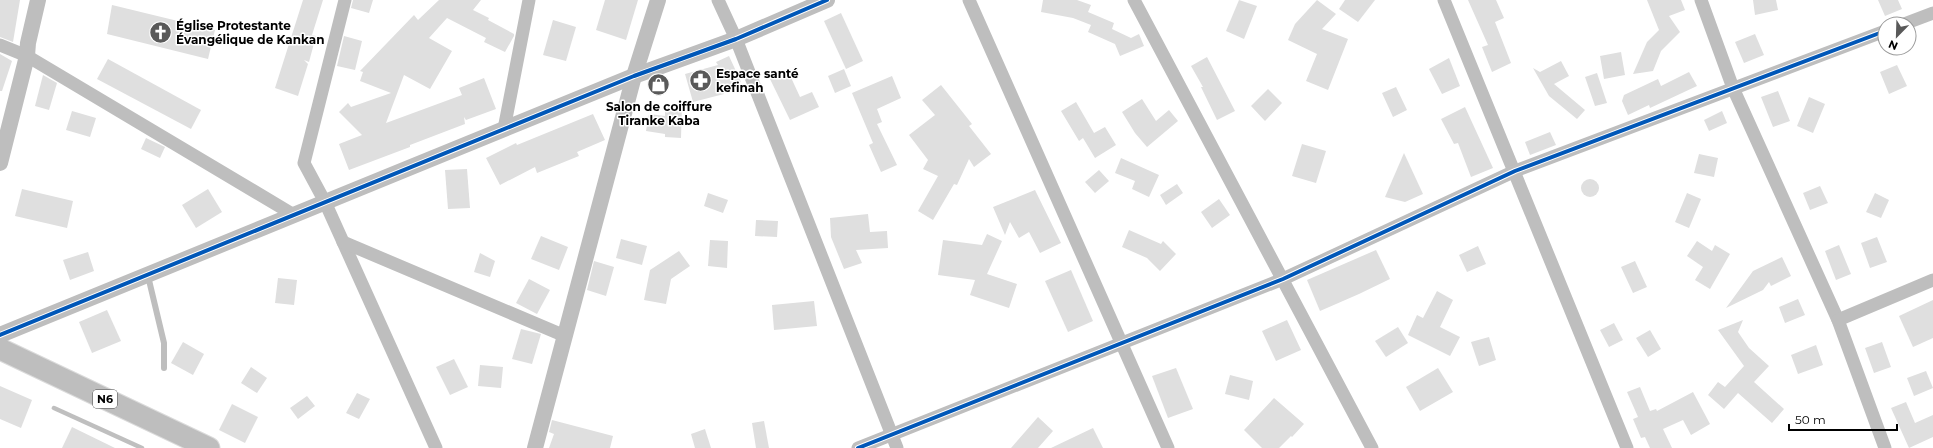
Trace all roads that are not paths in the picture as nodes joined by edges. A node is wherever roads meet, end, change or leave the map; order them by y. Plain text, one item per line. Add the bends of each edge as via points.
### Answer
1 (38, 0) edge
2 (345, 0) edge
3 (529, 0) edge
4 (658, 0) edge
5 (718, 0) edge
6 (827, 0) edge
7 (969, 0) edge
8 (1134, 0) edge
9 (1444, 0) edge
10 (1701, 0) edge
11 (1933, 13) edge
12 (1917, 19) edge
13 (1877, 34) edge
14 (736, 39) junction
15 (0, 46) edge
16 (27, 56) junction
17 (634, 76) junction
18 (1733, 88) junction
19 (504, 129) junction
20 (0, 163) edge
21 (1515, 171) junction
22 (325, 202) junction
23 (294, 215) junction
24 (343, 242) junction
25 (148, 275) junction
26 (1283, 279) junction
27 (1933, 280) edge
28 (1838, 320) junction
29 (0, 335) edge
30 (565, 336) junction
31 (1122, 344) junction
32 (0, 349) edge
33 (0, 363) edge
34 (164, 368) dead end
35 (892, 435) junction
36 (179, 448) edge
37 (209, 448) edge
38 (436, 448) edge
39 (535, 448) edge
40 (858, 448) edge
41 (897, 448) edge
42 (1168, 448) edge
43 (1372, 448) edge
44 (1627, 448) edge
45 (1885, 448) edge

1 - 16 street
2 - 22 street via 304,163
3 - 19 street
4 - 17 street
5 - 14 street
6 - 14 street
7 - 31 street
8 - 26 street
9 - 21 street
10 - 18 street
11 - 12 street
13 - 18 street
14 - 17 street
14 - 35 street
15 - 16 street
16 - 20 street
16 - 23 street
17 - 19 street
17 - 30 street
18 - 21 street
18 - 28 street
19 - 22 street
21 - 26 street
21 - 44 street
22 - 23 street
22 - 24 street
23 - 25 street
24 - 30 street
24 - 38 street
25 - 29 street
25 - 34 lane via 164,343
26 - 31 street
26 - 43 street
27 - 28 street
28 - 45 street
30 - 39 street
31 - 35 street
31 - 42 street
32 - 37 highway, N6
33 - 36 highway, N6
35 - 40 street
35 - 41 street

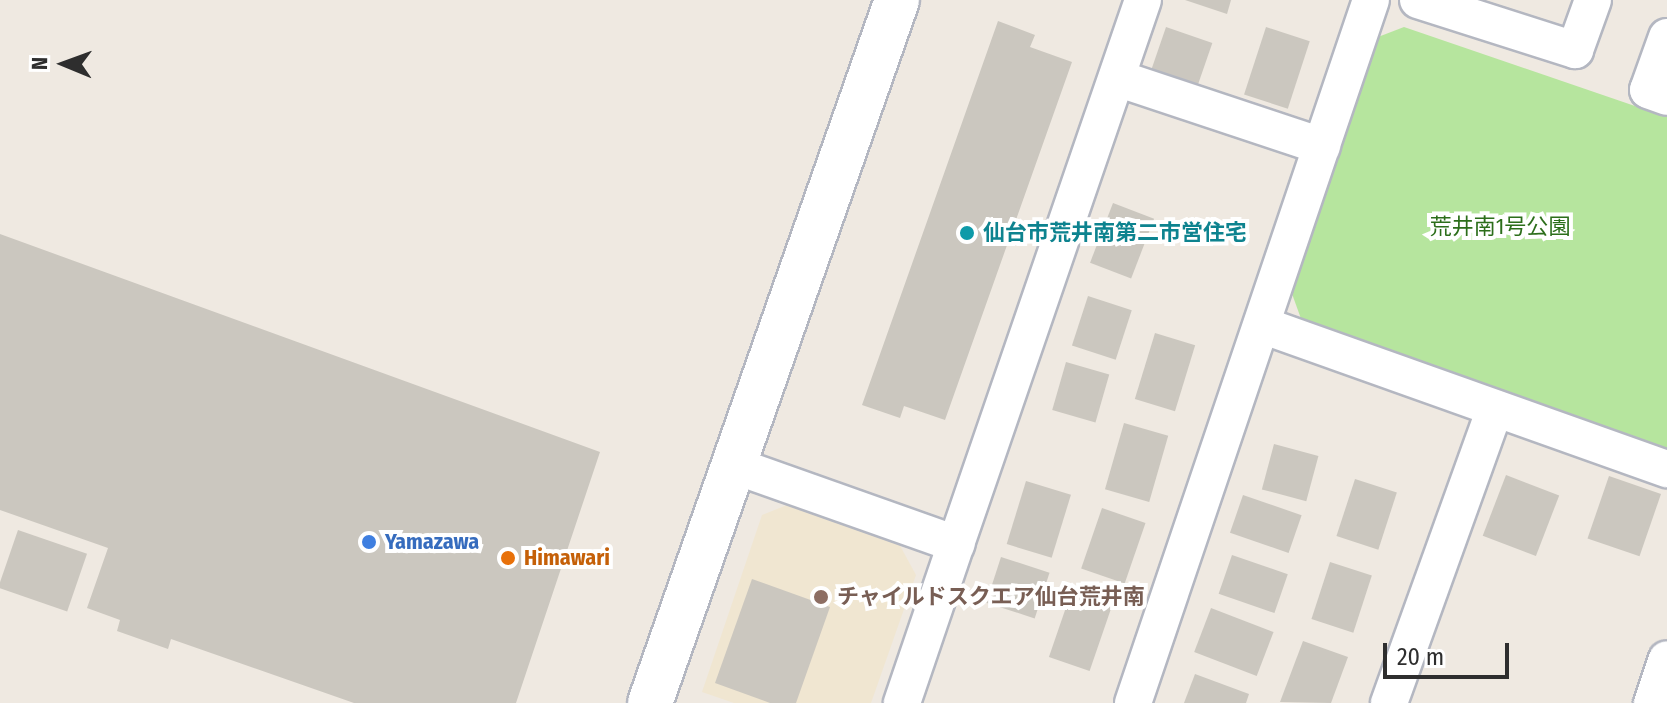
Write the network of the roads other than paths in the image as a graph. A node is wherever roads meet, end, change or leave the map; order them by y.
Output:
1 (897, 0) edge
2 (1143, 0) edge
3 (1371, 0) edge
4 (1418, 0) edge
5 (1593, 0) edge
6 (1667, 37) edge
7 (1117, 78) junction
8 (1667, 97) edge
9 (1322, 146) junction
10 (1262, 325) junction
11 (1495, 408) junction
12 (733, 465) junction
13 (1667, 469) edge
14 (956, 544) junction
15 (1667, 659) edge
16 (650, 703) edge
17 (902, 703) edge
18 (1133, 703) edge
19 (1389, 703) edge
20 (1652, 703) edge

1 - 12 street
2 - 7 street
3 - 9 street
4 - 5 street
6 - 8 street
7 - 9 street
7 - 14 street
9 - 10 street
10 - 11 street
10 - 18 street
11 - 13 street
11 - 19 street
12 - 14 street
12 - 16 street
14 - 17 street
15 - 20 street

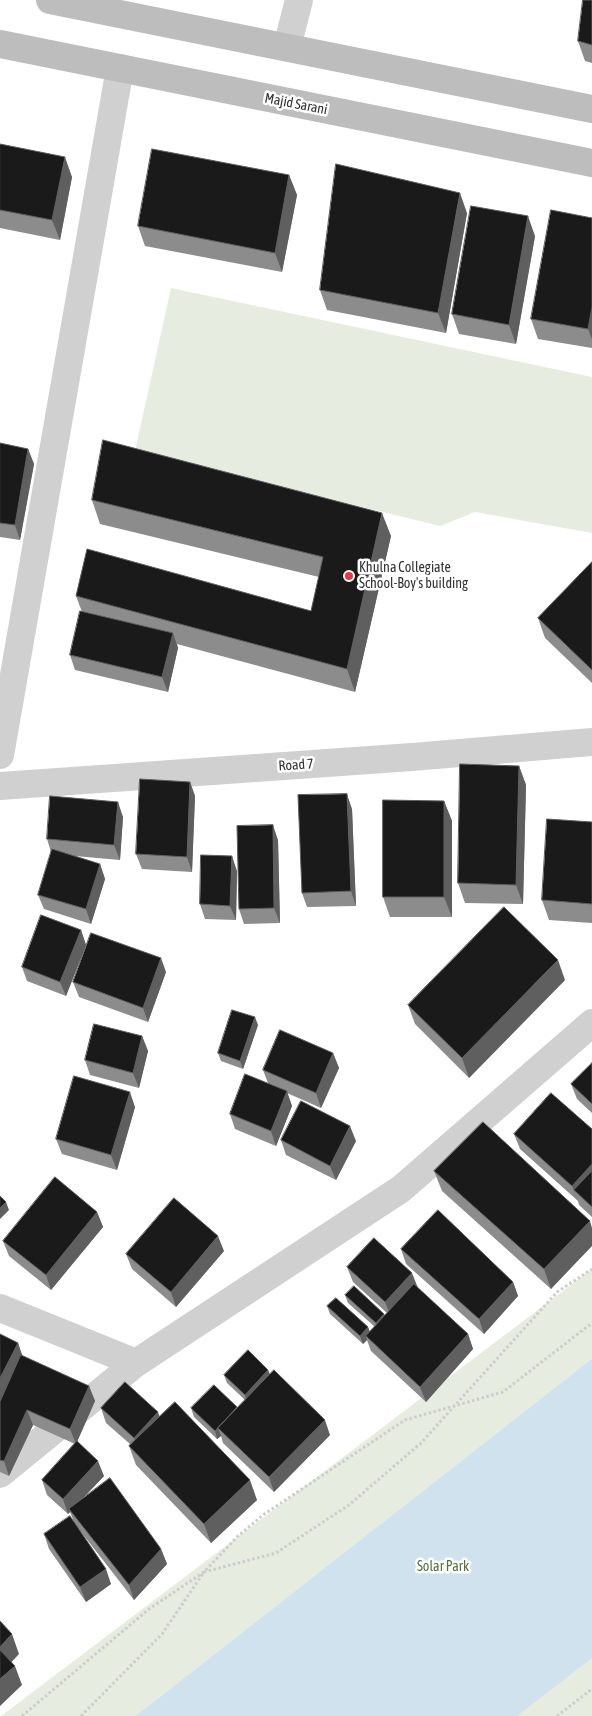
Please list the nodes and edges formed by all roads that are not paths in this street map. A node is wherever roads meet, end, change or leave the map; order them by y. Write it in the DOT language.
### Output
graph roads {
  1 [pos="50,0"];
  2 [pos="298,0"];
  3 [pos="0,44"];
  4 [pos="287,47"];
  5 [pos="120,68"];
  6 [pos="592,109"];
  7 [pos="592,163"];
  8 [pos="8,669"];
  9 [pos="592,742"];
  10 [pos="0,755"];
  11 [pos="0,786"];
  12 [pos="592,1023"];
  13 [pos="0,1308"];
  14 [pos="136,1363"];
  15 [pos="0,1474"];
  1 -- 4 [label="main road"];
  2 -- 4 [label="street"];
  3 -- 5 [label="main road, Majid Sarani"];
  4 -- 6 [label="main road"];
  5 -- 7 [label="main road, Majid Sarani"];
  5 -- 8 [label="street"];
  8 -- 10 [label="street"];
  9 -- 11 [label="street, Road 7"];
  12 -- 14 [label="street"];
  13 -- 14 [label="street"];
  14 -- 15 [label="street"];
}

============================================================

# The problem
Copy exactly the lines that begin with the one containing "Please list the" and continue to the end of the records, both included, and nothing more.

# Written answer
Please list the nodes and edges formed by all roads that are not paths in this street map. A node is wherever roads meet, end, change or leave the map; order them by y. Write it in the DOT language.
### Output
graph roads {
  1 [pos="50,0"];
  2 [pos="298,0"];
  3 [pos="0,44"];
  4 [pos="287,47"];
  5 [pos="120,68"];
  6 [pos="592,109"];
  7 [pos="592,163"];
  8 [pos="8,669"];
  9 [pos="592,742"];
  10 [pos="0,755"];
  11 [pos="0,786"];
  12 [pos="592,1023"];
  13 [pos="0,1308"];
  14 [pos="136,1363"];
  15 [pos="0,1474"];
  1 -- 4 [label="main road"];
  2 -- 4 [label="street"];
  3 -- 5 [label="main road, Majid Sarani"];
  4 -- 6 [label="main road"];
  5 -- 7 [label="main road, Majid Sarani"];
  5 -- 8 [label="street"];
  8 -- 10 [label="street"];
  9 -- 11 [label="street, Road 7"];
  12 -- 14 [label="street"];
  13 -- 14 [label="street"];
  14 -- 15 [label="street"];
}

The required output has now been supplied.